En tiempos de guerra, los romanos y otros pueblos antiguos fundían los arados para hacer espadas, y de ahí viene la poética contraposición de un instrumento que genera vida y otro que causa la muerte. Pero la retórica pacifista que tantas veces apela a esta imagen —creo que del profeta Isaías37—, olvida con facilidad lo  esencial del símbolo, a saber, la convertibilidad de ambos instrumentos. El romano, labrador y campesino, en su memoria histórica, sabe que su trabajo no fructifica sino en el horizonte de la ciudad. No es una fuerza aislada en medio de la naturaleza, a merced de cualquiera que venga a robarle los frutos de su esfuerzo. La ciudad es el mercado donde vende su cosecha, donde obtiene o repara los aperos que necesita, probablemente donde tiene su casa bajo la protección de sus muros, y de donde sale todos los días al campo. Su tierra sería, pues, estéril si no fuese por esos muros, que entonces y por lo mismo que la trabaja, él y sus hijos están dispuestos a defender, precisamente para que a esos hijos, y a los hijos de esos hijos, la tierra siga dando fruto. Dicho de otra forma, el miles romano no es una evolución del bandido, o del bárbaro, o de cualquier otro tipo de «guerrero», sino una trasformación del campesino, allí donde se hace necesario defender el horizonte protector de la ciudad desde el que tiene sentido el trabajo.
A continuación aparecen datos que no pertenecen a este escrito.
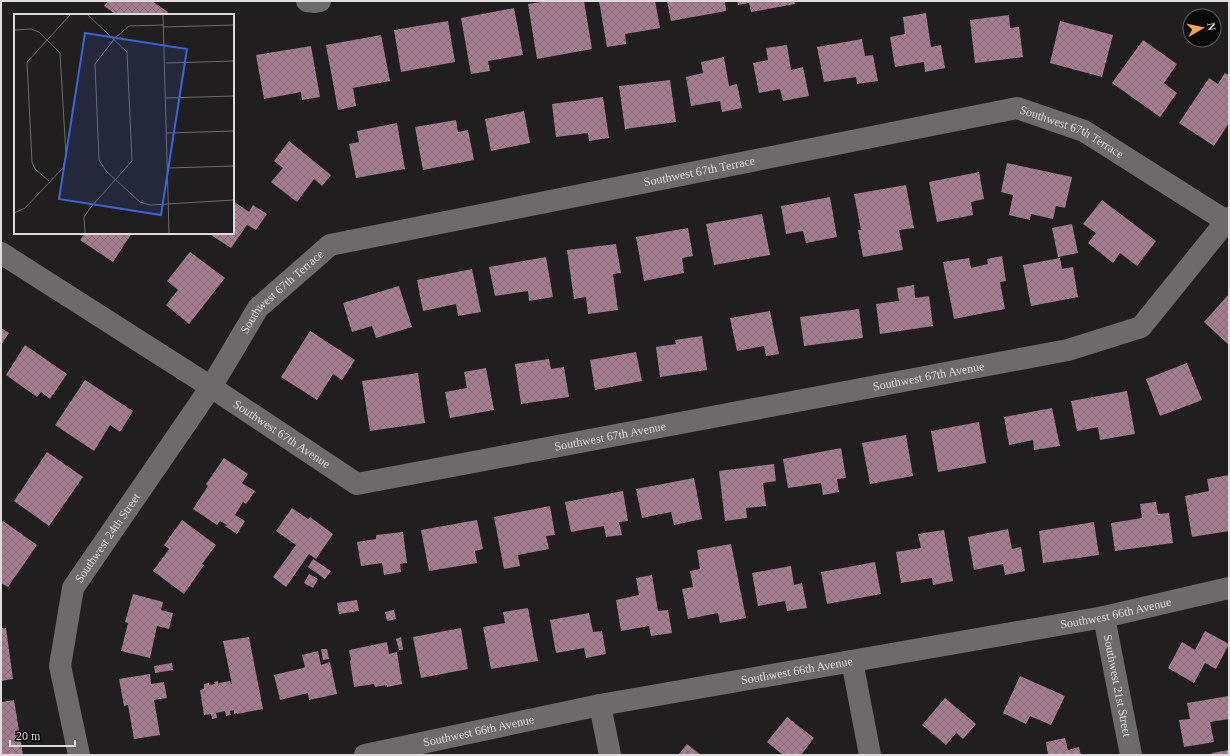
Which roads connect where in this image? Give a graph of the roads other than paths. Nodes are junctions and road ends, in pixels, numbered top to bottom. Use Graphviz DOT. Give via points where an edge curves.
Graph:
graph roads {
  1 [pos="307,1"];
  2 [pos="320,1"];
  3 [pos="1228,221"];
  4 [pos="1,253"];
  5 [pos="210,387"];
  6 [pos="1229,588"];
  7 [pos="1104,617"];
  8 [pos="852,661"];
  9 [pos="600,705"];
  10 [pos="79,755"];
  11 [pos="365,755"];
  12 [pos="610,755"];
  13 [pos="870,755"];
  14 [pos="1131,755"];
  1 -- 2 [label="street"];
  3 -- 5 [label="street, Southwest 67th Avenue" via="1141,327 1068,350 357,484"];
  3 -- 5 [label="street, Southwest 67th Terrace" via="1084,131 1017,108 330,245 258,308"];
  4 -- 5 [label="street, Southwest 67th Avenue"];
  5 -- 10 [label="street, Southwest 24th Street" via="73,588 60,666"];
  6 -- 7 [label="street, Southwest 66th Avenue"];
  7 -- 8 [label="street, Southwest 66th Avenue"];
  7 -- 14 [label="street, Southwest 21st Street"];
  8 -- 9 [label="street, Southwest 66th Avenue"];
  8 -- 13 [label="street"];
  9 -- 11 [label="street, Southwest 66th Avenue"];
  9 -- 12 [label="street"];
}
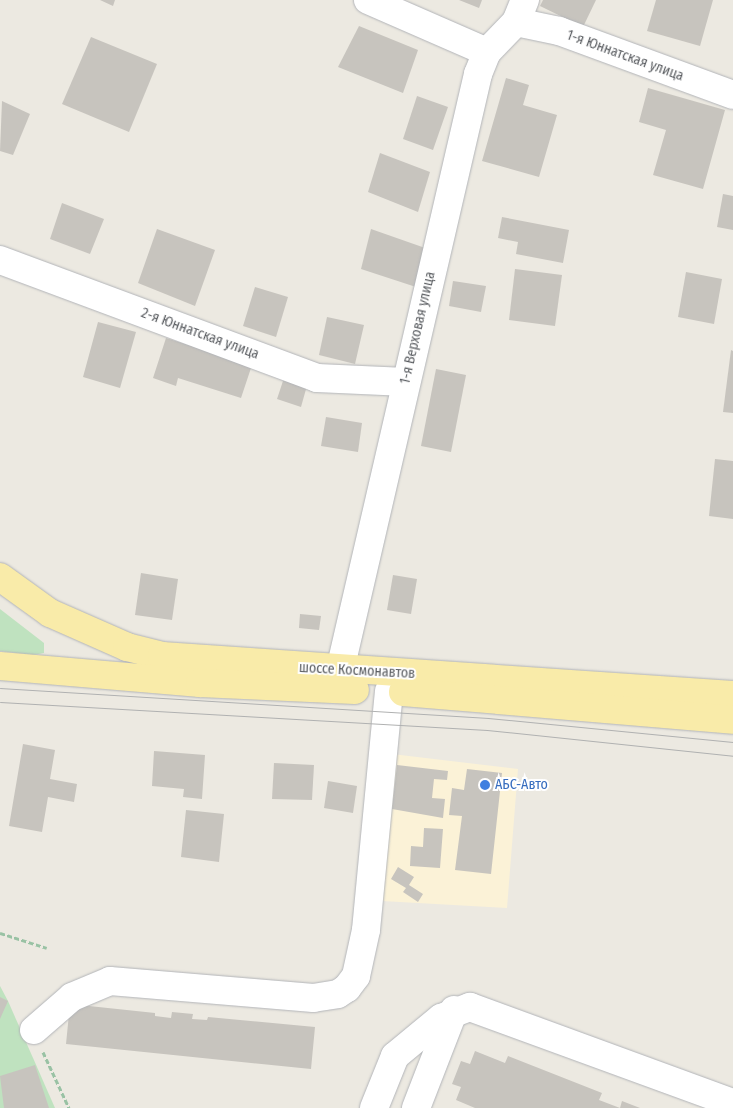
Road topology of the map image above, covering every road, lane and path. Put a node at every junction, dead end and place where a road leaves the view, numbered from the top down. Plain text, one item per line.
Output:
1 (368, 0) edge
2 (520, 11) edge
3 (487, 52) junction
4 (733, 95) edge
5 (0, 260) edge
6 (406, 382) junction
7 (0, 577) edge
8 (0, 666) edge
9 (340, 670) junction
10 (389, 691) junction
11 (733, 695) edge
12 (733, 720) edge
13 (0, 933) edge
14 (47, 948) dead end
15 (454, 1010) junction
16 (34, 1030) joint
17 (733, 1103) edge
18 (69, 1108) edge
19 (374, 1108) edge
20 (416, 1108) edge

1 - 3 street
2 - 3 street, 1-я Верховая улица
2 - 4 street, 1-я Юннатская улица
3 - 6 street, 1-я Верховая улица
5 - 6 street, 2-я Юннатская улица
6 - 9 street, 1-я Верховая улица
7 - 9 main road, шоссе Космонавтов
8 - 10 main road, шоссе Космонавтов
9 - 11 main road, шоссе Космонавтов
10 - 12 main road, шоссе Космонавтов
10 - 16 street
13 - 14 path
15 - 17 street
15 - 19 street
15 - 20 street
16 - 18 path

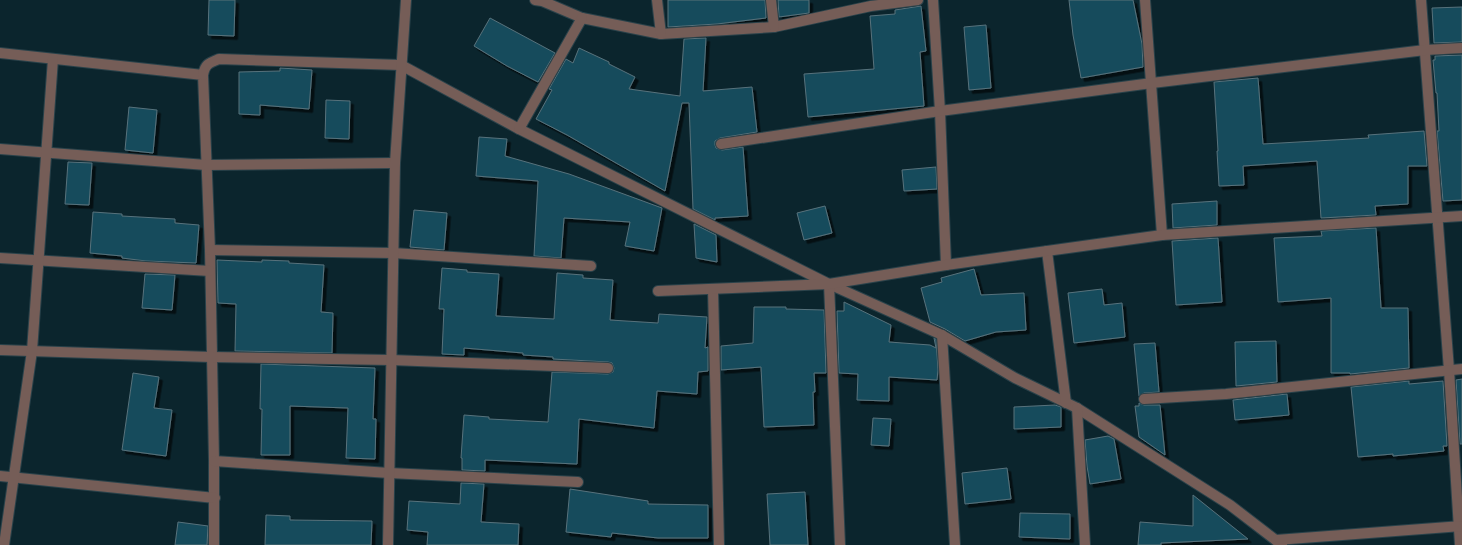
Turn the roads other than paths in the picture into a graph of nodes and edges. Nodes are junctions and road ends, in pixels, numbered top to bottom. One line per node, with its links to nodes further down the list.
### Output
1 (406, 0): 17 (street)
2 (540, 0): 10 (street)
3 (657, 0): 12 (street)
4 (771, 0): 11 (street)
5 (918, 0): 9 (street)
6 (933, 0): 20 (street)
7 (1145, 0): 19 (street)
8 (1421, 0): 14 (street)
9 (870, 3): 11 (street)
10 (582, 18): 12 (street); 21 (street)
11 (774, 27): 12 (street)
12 (661, 34)
13 (1462, 48): 14 (street)
14 (1425, 50): 19 (street); 28 (street)
15 (0, 53): 16 (street)
16 (53, 59): 18 (street); 24 (street)
17 (401, 65): 18 (street); 21 (street); 25 (street)
18 (203, 75): 26 (street)
19 (1152, 83): 20 (street); 29 (street)
20 (940, 111): 22 (street); 35 (street)
21 (519, 129): 38 (street)
22 (722, 144)
23 (0, 149): 24 (street)
24 (47, 153): 26 (street); 34 (street)
25 (395, 163): 26 (street); 32 (street)
26 (206, 165): 30 (street)
27 (1462, 216): 28 (street)
28 (1436, 218): 29 (street); 47 (street)
29 (1162, 234): 31 (street)
30 (210, 250): 32 (street); 37 (street)
31 (1046, 251): 35 (street); 50 (street)
32 (393, 253): 36 (street); 45 (street)
33 (0, 258): 34 (street)
34 (39, 261): 37 (street); 43 (street)
35 (946, 265): 38 (street)
36 (591, 266)
37 (210, 270): 44 (street)
38 (829, 284): 39 (street); 41 (street); 64 (street)
39 (713, 289): 40 (street); 63 (street)
40 (658, 291)
41 (942, 335): 50 (street); 65 (street)
42 (0, 350): 43 (street)
43 (32, 351): 44 (street); 55 (street)
44 (211, 357): 45 (street); 52 (street)
45 (391, 360): 46 (street); 53 (street)
46 (608, 368)
47 (1449, 370): 48 (street); 49 (street); 58 (street)
48 (1462, 370)
49 (1144, 399)
50 (1066, 403): 51 (street)
51 (1077, 408): 59 (street); 66 (street)
52 (214, 461): 53 (street); 57 (street)
53 (389, 473): 56 (street); 62 (street)
54 (0, 476): 55 (street)
55 (14, 477): 57 (street); 60 (street)
56 (578, 482)
57 (214, 498): 61 (street)
58 (1460, 527): 59 (street); 67 (street)
59 (1279, 543)
60 (4, 545)
61 (214, 545)
62 (388, 545)
63 (719, 545)
64 (840, 545)
65 (955, 545)
66 (1085, 545)
67 (1460, 545)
Y por eso hay una continuidad esencial, más allá de la aparente contraposición, entre arados y espadas; y entonces entre la paz y la guerra, entre el trabajador y el militar.

 

Esa tradición de jugar el doble papel de ciudadano y militar nunca llegó a nuestras costas; cuando los garañones españoles hacían sus expediciones en nuestras tierras, los militares eran ya una casta, separados de los civiles, que hacían su trabajo por botines, ascensos y honores, sólo respondiéndole al Rey o, en su defecto, a sus representantes más inmediatos, que eran los virreyes y gobernadores.
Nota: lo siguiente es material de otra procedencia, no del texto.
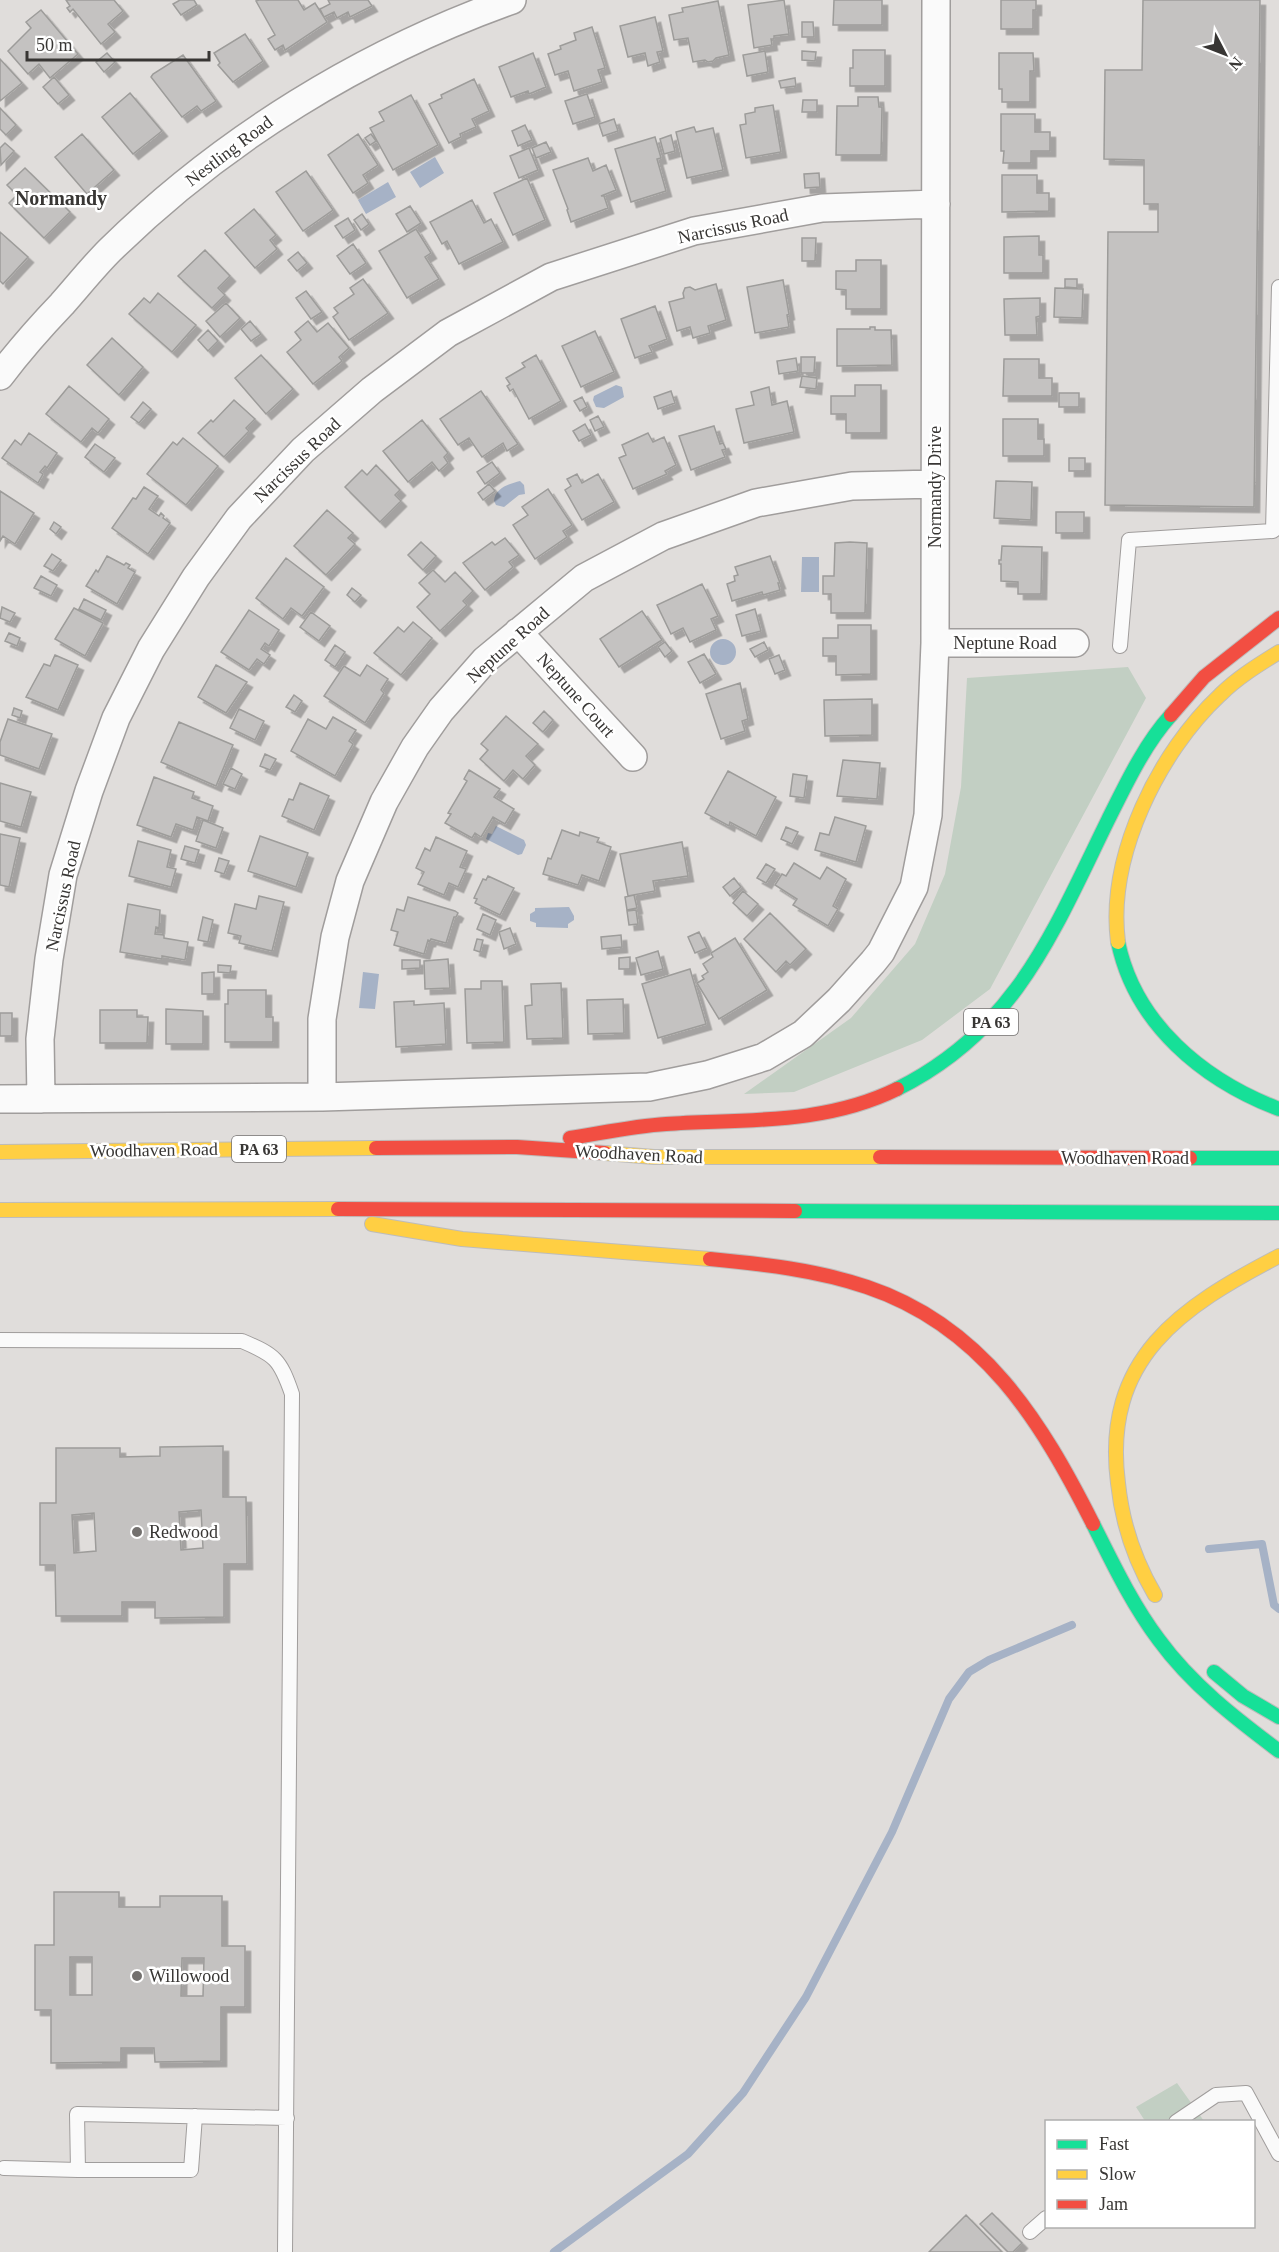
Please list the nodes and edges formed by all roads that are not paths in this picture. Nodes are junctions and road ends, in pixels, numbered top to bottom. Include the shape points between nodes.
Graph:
1 (512, 0) edge
2 (936, 0) edge
3 (936, 204) junction
4 (1279, 287) edge
5 (0, 376) edge
6 (935, 484) junction
7 (1276, 528) edge
8 (1279, 618) edge
9 (518, 632) junction
10 (935, 643) junction
11 (1075, 643) dead end
12 (1120, 646) dead end
13 (1279, 652) edge
14 (633, 757) dead end
15 (322, 1097) junction
16 (0, 1099) edge
17 (41, 1099) junction
18 (1279, 1109) edge
19 (517, 1147) junction
20 (0, 1152) edge
21 (1279, 1158) edge
22 (287, 1209) junction
23 (0, 1210) edge
24 (1279, 1213) edge
25 (1279, 1256) edge
26 (0, 1340) edge
27 (1164, 1608) dead end
28 (1205, 1662) dead end
29 (1279, 1716) edge
30 (1279, 1751) edge
31 (195, 2116) junction
32 (287, 2118) junction
33 (1178, 2120) edge
34 (1279, 2154) edge
35 (4, 2168) dead end
36 (78, 2170) junction
37 (1045, 2220) edge
38 (1030, 2232) dead end
39 (285, 2252) edge

1 - 5 street, Nestling Road via 373,59 277,115 183,185 110,250
2 - 3 street, Normandy Drive
3 - 6 street, Normandy Drive
3 - 17 street, Narcissus Road via 822,208 694,231 551,277 448,333 372,390 303,450 239,518 196,577 151,649 116,718 63,875 40,1039
4 - 7 lane
6 - 9 street, Neptune Road via 852,486 756,503 663,536 584,578
6 - 10 street, Normandy Drive
7 - 12 lane via 1129,540
8 - 19 highway, PA 63 via 1204,677 1165,721 1132,772 1034,969 994,1018 944,1062 916,1080 856,1107 807,1117 642,1126
9 - 14 street, Neptune Court
9 - 15 street, Neptune Road via 485,660 415,747 384,802 350,881 335,937 322,1019
10 - 11 street, Neptune Road
10 - 15 street, Normandy Drive via 928,815 916,877 873,962 803,1034 764,1057 707,1075 649,1087
13 - 18 highway via 1240,676 1220,694 1167,758 1139,811 1130,839 1116,923 1127,974 1161,1030 1212,1074
15 - 17 street
16 - 17 street
19 - 20 highway, Woodhaven Road / PA 63
19 - 21 highway, Woodhaven Road via 654,1157
22 - 23 highway
22 - 24 highway
22 - 30 highway via 433,1236 759,1264 817,1273 862,1285 929,1315 976,1350 1020,1400 1056,1455 1135,1602 1181,1668 1228,1713
25 - 27 highway via 1236,1277 1175,1319 1140,1360 1119,1409 1113,1459 1124,1519 1137,1558
26 - 32 lane via 242,1341 268,1352 284,1372 292,1394
28 - 29 highway via 1244,1696
31 - 32 lane
31 - 36 lane via 191,2170
31 - 36 lane via 77,2114
32 - 39 lane
33 - 34 lane via 1216,2095 1246,2093
35 - 36 lane
37 - 38 lane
Los civiles siempre fueron actores de reparto, segundones que les manejaban los expolios y fortunas, o los problemas legales que fueran surgiendo entre los altos oficiales, esto no ha cambiado en nada, hoy sigue el mando militar explotando al país como les da la gana, incluyendo su participación en actividades ilícitas como el narcotráfico, y son los abogados, administradores, y personas interpuestas los que les hacen la ingeniería financiera para ocultar las astronómicas sumas sustraídas del erario nacional o de sus explotaciones de esclavos del oro u otro recurso cualquiera.

Ese necesario vínculo entre lo civil y lo militar que se forjó en la necesidad de defensa de la ciudad, fue simplemente evadido en Venezuela y, con ello, el concepto de servicio, de carrera, de institución, de honor, que nunca existió, excepto en el discurso; nuestros militares se llenan los uniformes de medallas, condecoraciones, grados y estrellas que son sólo de hojalata, detrás no hay nada; pues si no hay conexión con el país civil, si no están supeditados al orden civil, no son sino un ejército de ocupación, una banda de forajidos en uniforme al servicio del mejor postor, oprimiendo al pueblo que deberían defender.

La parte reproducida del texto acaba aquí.